Dehors, deux employés de la Fnac des Halles font une pause cigarette. Interrogés sur une possibilité de mettre des portiques de sécurité, ils haussent les sourcils : «Mais vous avez vu le monde ? Vous avez vu comme c'est grand ? C'est impossible. Invivable.» L'employée marque une pause, puis lance : «Si un forcené veut venir avec une kalash et tirer dans le tas, il le fera. C'est le destin.» Plus loin, une jeune femme en talons est venue faire une course entre midi et deux. Visiblement pressée, elle s'agace de la question. «Des portiques ? Et puis quoi encore ? Comment on fait pour venir faire une course rapide ? On prévoit les vingt minutes d'entrée ? Il faut arrêter là, c'est pas possible de vivre comme ça.»

NOTRE-DAME DE PARIS

Il pleut à torrent devant la cathédrale, les centaines de touristes en anorak tentent de s'abriter et rangent les perches à selfie. Dans la queue, un couple de Bavarois. Une semaine après les attentats, pas question d'annuler leur voyage. «Il y a trop de choses à vivre, à voir. On ne peut pas lutter contre les réalités qui s'installent. On peut juste espérer qu'on ne se trouvera pas au mauvais endroit au mauvais moment la prochaine fois que ça tapera.»Un des agents de sécurité de la cathédrale aimerait bien qu'on installe «au moins» un portique de sécurité : «Mais le problème, c'est que ce sont des questions politiques. Des débats entre le Vatican, le ministère de la Culture, et les bâtiments de France. Un vrai bordel.»

UNE SYNAGOGUE DU IIIE ARRONDISSEMENT

La porte de la synagogue de la rue Notre-Dame-de-Nazareth est restée ouverte. Une négligence. «Mais quel danger ! Quel danger !» s'exclame la préposée à l'accueil en se précipitant pour la refermer. Vendredi soir, pour le début du shabbat, les militaires reprendront leurs factions devant le bâtiment. «Au début, après les attentats contre Charlie Hebdo et l'Hyper Cacher, les militaires étaient présents jour et nuit», explique le rabbin Haïm Torjman. Désormais, ils n'assurent la protection du lieu que lorsque la synagogue connaît un afflux de fréquentation. Lors de la célébration de grandes cérémonies, ils patrouillent dans toute la rue, alors fermée à la circulation. Même dispositif devant la petite synagogue de la rue Henri-Turot dans le XIXe arrondissement qui voisine avec une école. «Dès que les cours vont reprendre, mardi, les militaires seront présents toute la journée», constate la concierge de cet immeuble anonyme. «La sécurité est une arme à double tranchant.
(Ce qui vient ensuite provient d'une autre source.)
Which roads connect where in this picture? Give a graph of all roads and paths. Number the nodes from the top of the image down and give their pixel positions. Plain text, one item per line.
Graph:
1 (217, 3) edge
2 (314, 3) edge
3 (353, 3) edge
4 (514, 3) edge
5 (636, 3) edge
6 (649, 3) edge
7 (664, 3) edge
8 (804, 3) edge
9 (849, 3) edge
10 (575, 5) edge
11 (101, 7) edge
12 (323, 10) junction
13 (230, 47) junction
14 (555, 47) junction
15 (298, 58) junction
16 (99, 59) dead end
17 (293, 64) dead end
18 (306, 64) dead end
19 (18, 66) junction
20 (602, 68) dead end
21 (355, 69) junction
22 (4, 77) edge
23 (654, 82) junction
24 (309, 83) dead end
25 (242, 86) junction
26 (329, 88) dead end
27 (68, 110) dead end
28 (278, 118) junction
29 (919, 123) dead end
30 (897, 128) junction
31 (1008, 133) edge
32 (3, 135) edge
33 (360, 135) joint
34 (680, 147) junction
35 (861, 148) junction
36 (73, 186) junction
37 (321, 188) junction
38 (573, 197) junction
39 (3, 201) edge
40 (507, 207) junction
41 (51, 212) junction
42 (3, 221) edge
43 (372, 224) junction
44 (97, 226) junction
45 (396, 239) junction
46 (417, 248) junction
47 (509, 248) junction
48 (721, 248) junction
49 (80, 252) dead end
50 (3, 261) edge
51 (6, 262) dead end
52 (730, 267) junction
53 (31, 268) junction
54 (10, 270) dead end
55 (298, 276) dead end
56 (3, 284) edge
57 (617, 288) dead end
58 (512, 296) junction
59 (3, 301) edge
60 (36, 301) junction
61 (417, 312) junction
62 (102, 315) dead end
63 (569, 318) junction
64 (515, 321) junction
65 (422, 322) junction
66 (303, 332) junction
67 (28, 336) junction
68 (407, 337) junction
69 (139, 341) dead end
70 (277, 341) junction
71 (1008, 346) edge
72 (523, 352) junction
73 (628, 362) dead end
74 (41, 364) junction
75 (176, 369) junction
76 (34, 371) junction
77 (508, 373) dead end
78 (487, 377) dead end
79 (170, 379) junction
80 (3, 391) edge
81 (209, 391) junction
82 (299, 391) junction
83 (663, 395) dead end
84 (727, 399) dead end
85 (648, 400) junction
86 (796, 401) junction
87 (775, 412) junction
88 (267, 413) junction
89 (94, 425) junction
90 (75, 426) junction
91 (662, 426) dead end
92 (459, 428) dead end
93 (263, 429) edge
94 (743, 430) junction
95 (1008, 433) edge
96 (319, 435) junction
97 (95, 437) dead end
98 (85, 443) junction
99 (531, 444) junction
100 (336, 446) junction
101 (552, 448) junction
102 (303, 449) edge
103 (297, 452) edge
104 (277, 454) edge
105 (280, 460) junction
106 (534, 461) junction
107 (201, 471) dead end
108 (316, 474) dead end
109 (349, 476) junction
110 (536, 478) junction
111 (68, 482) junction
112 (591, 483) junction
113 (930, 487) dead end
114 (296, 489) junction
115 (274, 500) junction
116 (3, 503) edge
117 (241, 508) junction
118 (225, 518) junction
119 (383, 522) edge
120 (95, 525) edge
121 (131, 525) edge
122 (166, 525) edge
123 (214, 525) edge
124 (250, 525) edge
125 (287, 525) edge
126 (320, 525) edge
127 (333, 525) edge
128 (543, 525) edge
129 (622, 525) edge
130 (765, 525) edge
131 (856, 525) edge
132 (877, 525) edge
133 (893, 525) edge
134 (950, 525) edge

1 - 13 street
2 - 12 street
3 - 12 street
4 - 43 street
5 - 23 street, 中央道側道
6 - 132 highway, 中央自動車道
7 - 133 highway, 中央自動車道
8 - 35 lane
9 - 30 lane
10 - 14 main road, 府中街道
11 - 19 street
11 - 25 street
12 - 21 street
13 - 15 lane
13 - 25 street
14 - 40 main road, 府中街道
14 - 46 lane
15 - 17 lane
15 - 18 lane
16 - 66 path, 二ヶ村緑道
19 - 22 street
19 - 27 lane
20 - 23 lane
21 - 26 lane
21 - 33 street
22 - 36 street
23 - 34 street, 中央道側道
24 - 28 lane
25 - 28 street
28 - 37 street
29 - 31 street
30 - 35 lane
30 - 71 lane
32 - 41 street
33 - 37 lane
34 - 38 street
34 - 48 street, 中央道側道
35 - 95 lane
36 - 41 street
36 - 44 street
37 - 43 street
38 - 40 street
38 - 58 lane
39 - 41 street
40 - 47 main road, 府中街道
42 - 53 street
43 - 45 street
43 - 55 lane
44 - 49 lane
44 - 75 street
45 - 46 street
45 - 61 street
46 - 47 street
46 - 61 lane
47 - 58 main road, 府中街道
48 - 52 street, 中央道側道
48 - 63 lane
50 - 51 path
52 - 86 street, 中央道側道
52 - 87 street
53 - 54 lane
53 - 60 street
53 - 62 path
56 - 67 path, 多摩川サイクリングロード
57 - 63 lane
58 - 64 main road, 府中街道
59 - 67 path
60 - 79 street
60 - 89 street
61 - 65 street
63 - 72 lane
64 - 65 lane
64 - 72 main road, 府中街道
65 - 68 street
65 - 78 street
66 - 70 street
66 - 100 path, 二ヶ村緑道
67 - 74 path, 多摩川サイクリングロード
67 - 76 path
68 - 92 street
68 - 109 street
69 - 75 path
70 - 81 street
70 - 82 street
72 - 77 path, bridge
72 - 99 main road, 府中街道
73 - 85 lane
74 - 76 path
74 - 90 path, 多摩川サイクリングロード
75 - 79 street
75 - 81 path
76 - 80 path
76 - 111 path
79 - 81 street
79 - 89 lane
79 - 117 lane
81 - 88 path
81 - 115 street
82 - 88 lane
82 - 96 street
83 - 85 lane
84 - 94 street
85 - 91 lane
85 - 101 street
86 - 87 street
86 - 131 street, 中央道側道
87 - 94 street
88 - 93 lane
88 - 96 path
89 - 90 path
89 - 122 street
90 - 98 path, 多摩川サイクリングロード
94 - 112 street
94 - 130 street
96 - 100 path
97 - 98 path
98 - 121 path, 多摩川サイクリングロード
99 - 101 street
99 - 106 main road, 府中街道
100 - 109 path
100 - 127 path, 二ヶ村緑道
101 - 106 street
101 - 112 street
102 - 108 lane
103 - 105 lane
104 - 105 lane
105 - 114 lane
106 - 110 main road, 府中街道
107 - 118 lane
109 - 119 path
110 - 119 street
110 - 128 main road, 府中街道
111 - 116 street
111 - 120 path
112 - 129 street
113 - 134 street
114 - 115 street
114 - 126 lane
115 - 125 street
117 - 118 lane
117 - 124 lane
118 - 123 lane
Cela a permis de rassurer nos fidèles, mais en même temps, c'est affligeant de voir des hommes en uniforme devant les synagogues en France, constate Haïm Torjman, et aujourd'hui on voit bien que la menace peut venir de partout.» Attablé à la terrasse d'un bar à un souffle de la synagogue de la rue Notre-Dame-de-Nazareth, Marc n'est pas plus angoissé que cela. «Je ne vais pas arrêter d'aller boire un café sous prétexte qu'une bombe peut péter.» Il n'est pas le seul. Le soir, la terrasse ne désemplit pas.